_YOUR OBJECTIVE_. From the entries below, count the lines with "that". Write only the count.

_DATA FOR THE TASK_.
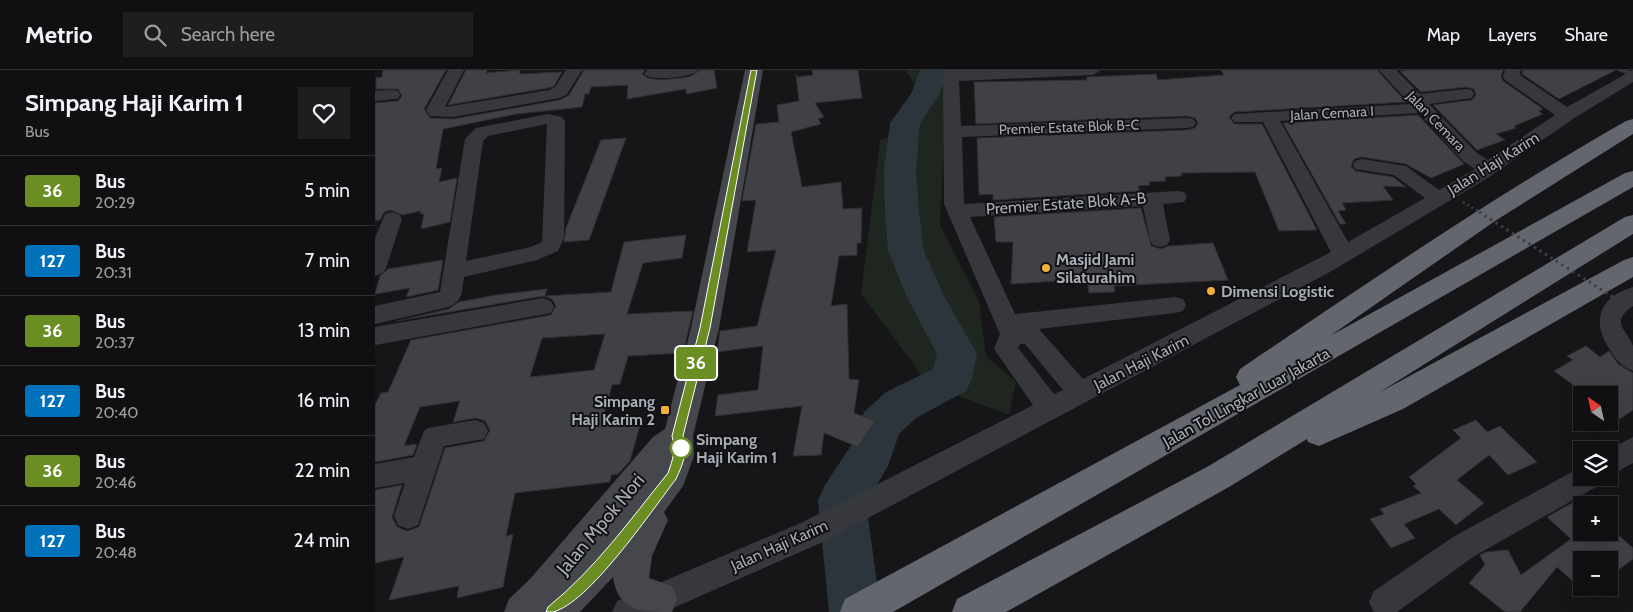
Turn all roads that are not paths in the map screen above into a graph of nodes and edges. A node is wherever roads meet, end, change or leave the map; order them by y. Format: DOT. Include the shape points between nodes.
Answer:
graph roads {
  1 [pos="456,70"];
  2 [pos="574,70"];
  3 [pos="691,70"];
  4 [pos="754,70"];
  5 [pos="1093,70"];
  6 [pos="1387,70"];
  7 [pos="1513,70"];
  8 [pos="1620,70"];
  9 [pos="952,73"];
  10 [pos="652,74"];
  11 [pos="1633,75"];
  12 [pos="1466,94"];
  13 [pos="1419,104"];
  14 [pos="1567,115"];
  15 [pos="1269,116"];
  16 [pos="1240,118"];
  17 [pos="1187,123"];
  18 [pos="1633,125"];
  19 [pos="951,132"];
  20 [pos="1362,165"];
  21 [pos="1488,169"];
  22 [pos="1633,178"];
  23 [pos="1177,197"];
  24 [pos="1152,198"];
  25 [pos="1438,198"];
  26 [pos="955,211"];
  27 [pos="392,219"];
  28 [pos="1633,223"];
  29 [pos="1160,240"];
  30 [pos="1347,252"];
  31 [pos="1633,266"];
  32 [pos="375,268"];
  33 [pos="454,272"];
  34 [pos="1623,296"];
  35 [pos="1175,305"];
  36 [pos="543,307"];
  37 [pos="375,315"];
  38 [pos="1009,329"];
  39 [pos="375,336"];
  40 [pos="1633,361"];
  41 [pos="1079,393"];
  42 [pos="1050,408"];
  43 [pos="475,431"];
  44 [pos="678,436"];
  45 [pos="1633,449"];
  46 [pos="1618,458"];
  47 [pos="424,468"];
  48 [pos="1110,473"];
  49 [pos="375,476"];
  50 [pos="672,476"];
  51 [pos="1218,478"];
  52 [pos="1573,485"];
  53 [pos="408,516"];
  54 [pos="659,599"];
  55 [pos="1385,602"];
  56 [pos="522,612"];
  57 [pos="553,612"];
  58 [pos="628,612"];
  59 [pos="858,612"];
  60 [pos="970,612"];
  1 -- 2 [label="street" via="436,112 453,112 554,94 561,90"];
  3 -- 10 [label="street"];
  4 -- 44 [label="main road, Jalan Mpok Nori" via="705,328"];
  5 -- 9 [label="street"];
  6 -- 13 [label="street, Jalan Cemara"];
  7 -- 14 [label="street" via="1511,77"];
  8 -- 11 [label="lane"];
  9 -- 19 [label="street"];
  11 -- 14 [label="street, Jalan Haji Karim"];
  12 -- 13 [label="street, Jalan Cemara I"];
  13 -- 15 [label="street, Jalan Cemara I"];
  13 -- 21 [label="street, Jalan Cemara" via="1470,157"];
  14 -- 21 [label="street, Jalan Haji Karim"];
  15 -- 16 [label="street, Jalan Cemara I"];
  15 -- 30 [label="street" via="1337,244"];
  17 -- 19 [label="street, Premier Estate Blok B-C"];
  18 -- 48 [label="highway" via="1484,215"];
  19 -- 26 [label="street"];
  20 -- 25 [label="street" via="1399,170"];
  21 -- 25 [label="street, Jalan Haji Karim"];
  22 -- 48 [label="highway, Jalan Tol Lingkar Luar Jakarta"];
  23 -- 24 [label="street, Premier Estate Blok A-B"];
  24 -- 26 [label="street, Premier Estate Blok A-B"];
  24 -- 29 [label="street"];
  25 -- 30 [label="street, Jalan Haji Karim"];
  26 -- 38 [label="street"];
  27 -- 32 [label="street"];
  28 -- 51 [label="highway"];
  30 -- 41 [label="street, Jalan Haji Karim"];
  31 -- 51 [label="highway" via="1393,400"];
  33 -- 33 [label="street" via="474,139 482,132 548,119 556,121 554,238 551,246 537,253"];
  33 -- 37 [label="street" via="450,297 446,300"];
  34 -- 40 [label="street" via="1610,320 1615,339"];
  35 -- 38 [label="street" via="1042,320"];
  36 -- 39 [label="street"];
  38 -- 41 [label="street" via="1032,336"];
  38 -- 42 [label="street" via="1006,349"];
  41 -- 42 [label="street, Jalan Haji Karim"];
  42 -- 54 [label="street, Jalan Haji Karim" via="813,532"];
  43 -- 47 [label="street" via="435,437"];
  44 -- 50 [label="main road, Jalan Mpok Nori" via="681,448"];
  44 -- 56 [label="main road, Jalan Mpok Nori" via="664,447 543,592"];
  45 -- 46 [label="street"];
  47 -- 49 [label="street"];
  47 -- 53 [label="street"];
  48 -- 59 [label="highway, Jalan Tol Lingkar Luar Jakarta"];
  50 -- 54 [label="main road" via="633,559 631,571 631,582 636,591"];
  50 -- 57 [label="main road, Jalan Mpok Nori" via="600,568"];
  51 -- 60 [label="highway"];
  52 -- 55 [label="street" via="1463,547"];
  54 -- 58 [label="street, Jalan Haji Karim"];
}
...
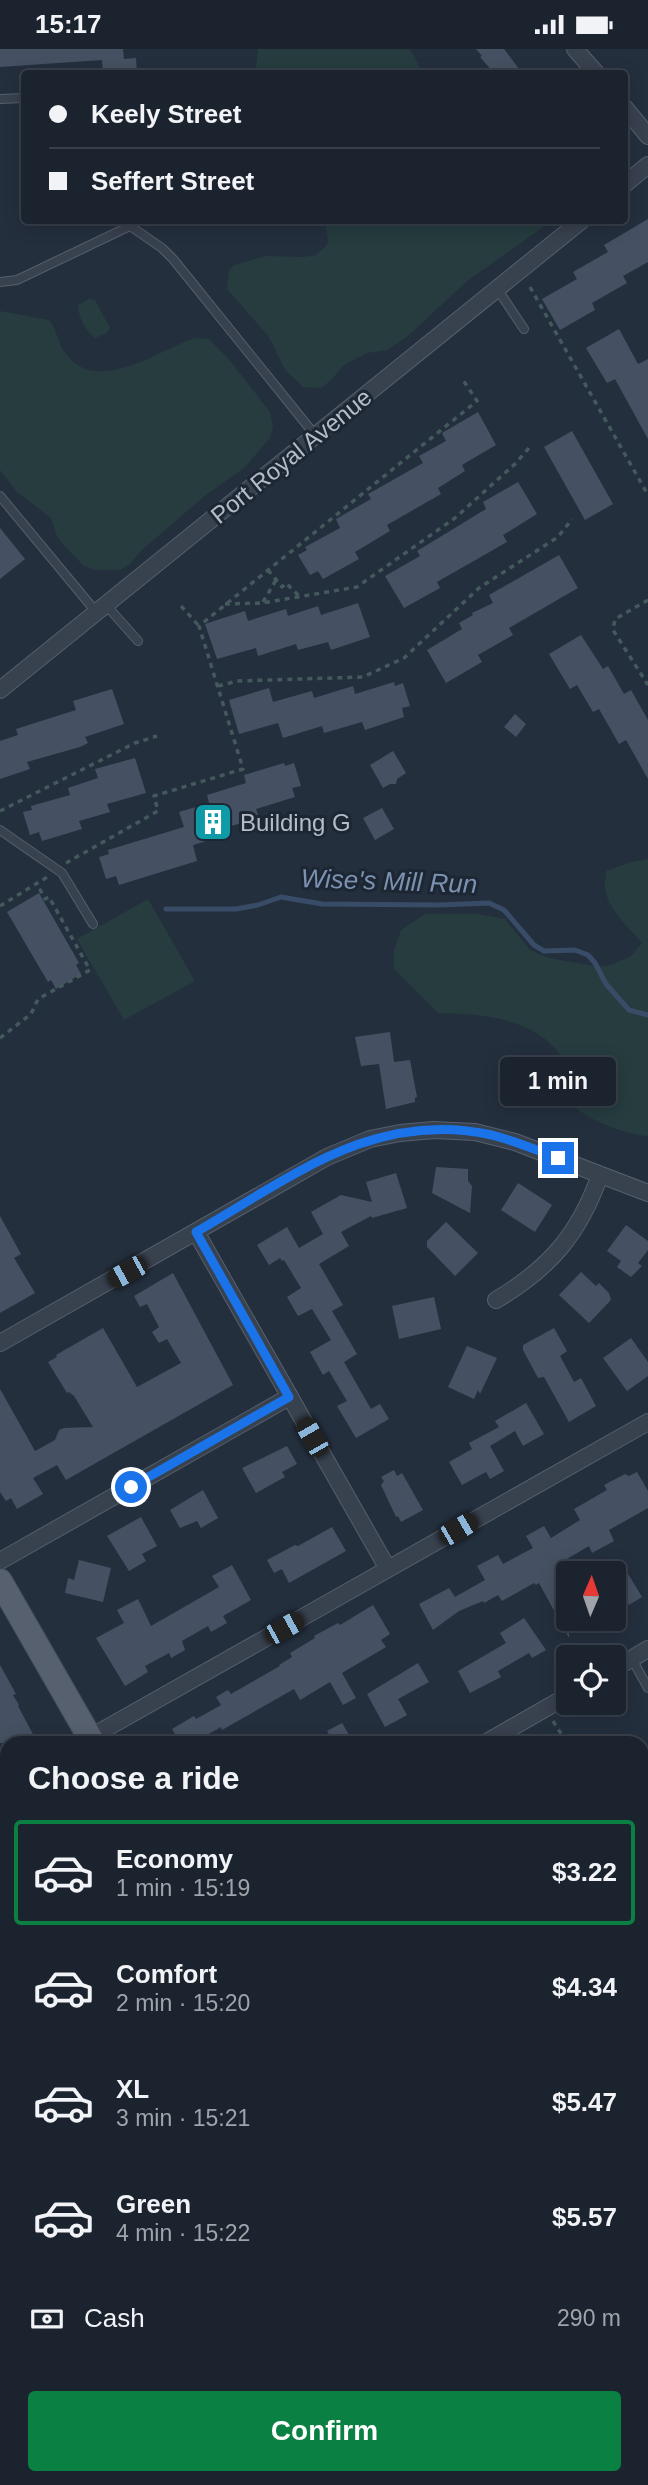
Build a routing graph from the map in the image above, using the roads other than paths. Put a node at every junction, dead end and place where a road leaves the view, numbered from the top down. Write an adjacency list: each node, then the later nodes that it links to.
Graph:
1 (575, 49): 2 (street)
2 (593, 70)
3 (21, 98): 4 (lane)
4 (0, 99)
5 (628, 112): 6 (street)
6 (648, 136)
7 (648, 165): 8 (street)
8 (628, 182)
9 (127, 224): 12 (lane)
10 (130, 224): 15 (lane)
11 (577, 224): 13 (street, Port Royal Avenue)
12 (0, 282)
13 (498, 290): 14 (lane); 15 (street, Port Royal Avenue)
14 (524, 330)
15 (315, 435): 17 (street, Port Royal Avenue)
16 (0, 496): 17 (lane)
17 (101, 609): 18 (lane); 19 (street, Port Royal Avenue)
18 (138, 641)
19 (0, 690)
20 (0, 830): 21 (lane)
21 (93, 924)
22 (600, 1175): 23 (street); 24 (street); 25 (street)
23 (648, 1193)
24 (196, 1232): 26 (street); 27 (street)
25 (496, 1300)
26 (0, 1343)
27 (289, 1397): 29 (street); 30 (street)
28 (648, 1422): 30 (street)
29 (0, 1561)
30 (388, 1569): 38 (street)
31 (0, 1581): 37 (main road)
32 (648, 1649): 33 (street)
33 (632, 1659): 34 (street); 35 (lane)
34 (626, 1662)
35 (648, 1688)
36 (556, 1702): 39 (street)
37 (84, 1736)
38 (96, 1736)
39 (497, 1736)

_COMPLETED TASK_. 2